Avec * correspondant à open_file, red_init et open_default file.

J'espère que vous pourrez m'aider.

----------

## groutchopok

ah en effet ta lib est foireuse.

il a dû merder la compilation de cette librairie.

refait un emerge vorbis  (je sais pas si c celui là mais ça doit pas etre loin)

c donc pas kde qui foire, c cette lib.

prend une version stable met l'option -u dans ton emerge, il va prendre que les paquets qui sont considéré comme bons et qui sont conseillés.

----------

## yoyo

 *groutchopok wrote:*   

> ah en effet ta lib est foireuse.
> 
> il a dû merder la compilation de cette librairie.
> 
> refait un emerge vorbis  (je sais pas si c celui là mais ça doit pas etre loin)
> ...

 

l'option -u pour emerger libvorbis ne reinstalle rien. Je crois que je vais downgrader la version installée (1.0-r1) et passer à la précédente (1.0).

On verra bien ce que ça donne.

----------

## DuF

il me semble qu'il y a du monde qui est embêté avec cette histoire, fais une recherche sur le forum gentoo, tu devrais tomber sur plus d'infos (j'espère que tu comprends l'anglais) !

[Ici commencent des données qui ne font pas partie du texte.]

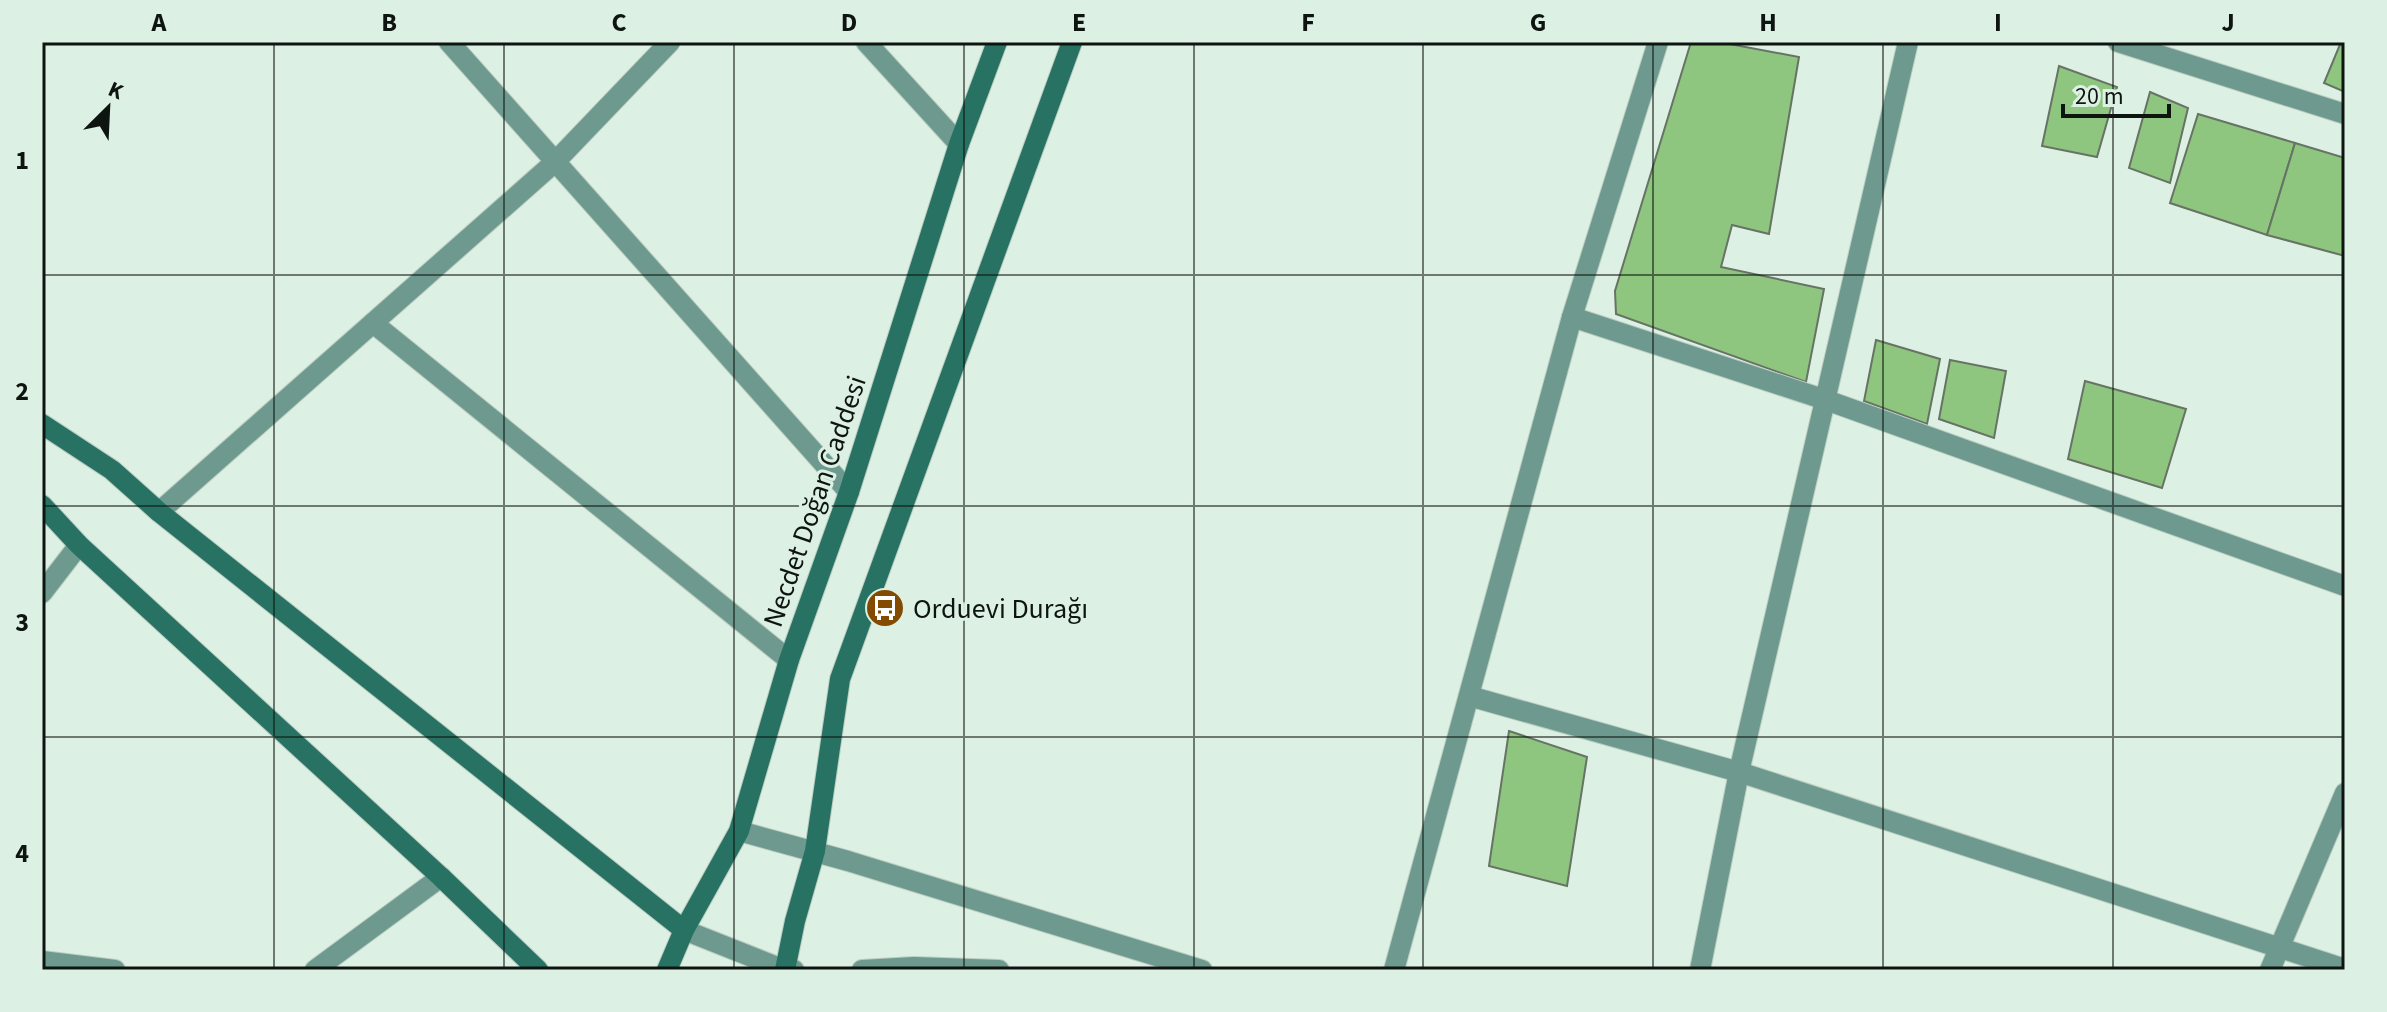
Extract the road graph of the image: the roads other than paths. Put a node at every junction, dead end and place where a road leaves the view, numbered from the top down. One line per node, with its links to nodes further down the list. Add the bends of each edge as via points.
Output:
1 (449, 42): 11 (street)
2 (670, 42): 11 (street)
3 (866, 42): 10 (street)
4 (997, 42): 10 (main road, Necdet Doğan Caddesi)
5 (1072, 42): 27 (main road, via 840,679)
6 (1658, 42): 12 (street)
7 (1908, 42): 14 (street)
8 (2118, 42): 9 (street)
9 (2345, 114)
10 (959, 144): 16 (main road, Necdet Doğan Caddesi)
11 (555, 162): 13 (street); 16 (street)
12 (1572, 317): 14 (street); 23 (street)
13 (373, 323): 18 (street); 22 (street)
14 (1826, 400): 20 (street); 24 (street)
15 (42, 424): 18 (main road, via 112,470)
16 (849, 492): 22 (main road, Necdet Doğan Caddesi)
17 (42, 505): 19 (main road)
18 (159, 512): 29 (main road)
19 (79, 545): 21 (street); 28 (main road)
20 (2345, 586)
21 (42, 593)
22 (789, 660): 26 (main road, Necdet Doğan Caddesi)
23 (1469, 696): 24 (street); 43 (street)
24 (1739, 772): 30 (street); 44 (street)
25 (2345, 793): 30 (street)
26 (739, 831): 27 (street); 29 (main road, Necdet Doğan Caddesi)
27 (815, 851): 38 (main road); 42 (street)
28 (441, 877): 35 (street); 36 (main road)
29 (684, 930): 37 (main road, Necdet Doğan Caddesi); 38 (street)
30 (2279, 947): 33 (street); 45 (street)
31 (42, 961): 32 (street)
32 (92, 968): 34 (street)
33 (2345, 969)
34 (115, 970)
35 (315, 970)
36 (538, 970)
37 (667, 970)
38 (785, 970): 39 (street)
39 (794, 970)
40 (862, 970): 41 (street)
41 (999, 970)
42 (1202, 970)
43 (1394, 970)
44 (1700, 970)
45 (2270, 970)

En tout cas t'es pas le premier à te plaindre de ce problème, donc faut aller à la pêche aux infos sur le reste du forum gentoo  :Wink: 

----------

## px

vu l'erreur, tu peux emerger xmms puis de nouveau la libvorbis puis relancer l'emerge du kde

----------

## yoyo

 *Quote:*   

> l'option -u pour emerger libvorbis ne reinstalle rien. Je crois que je vais downgrader la version installée (1.0-r1) et passer à la précédente (1.0).
> 
> On verra bien ce que ça donne.

 

Cette option est la bonne (une des bonnes). Peut-être l'e-build est foireux ou les sources de la R1 ne sont pas correctes. Plus qu'à finir de compiler.

Merci à tous pour votre aide.

Yoyo

----------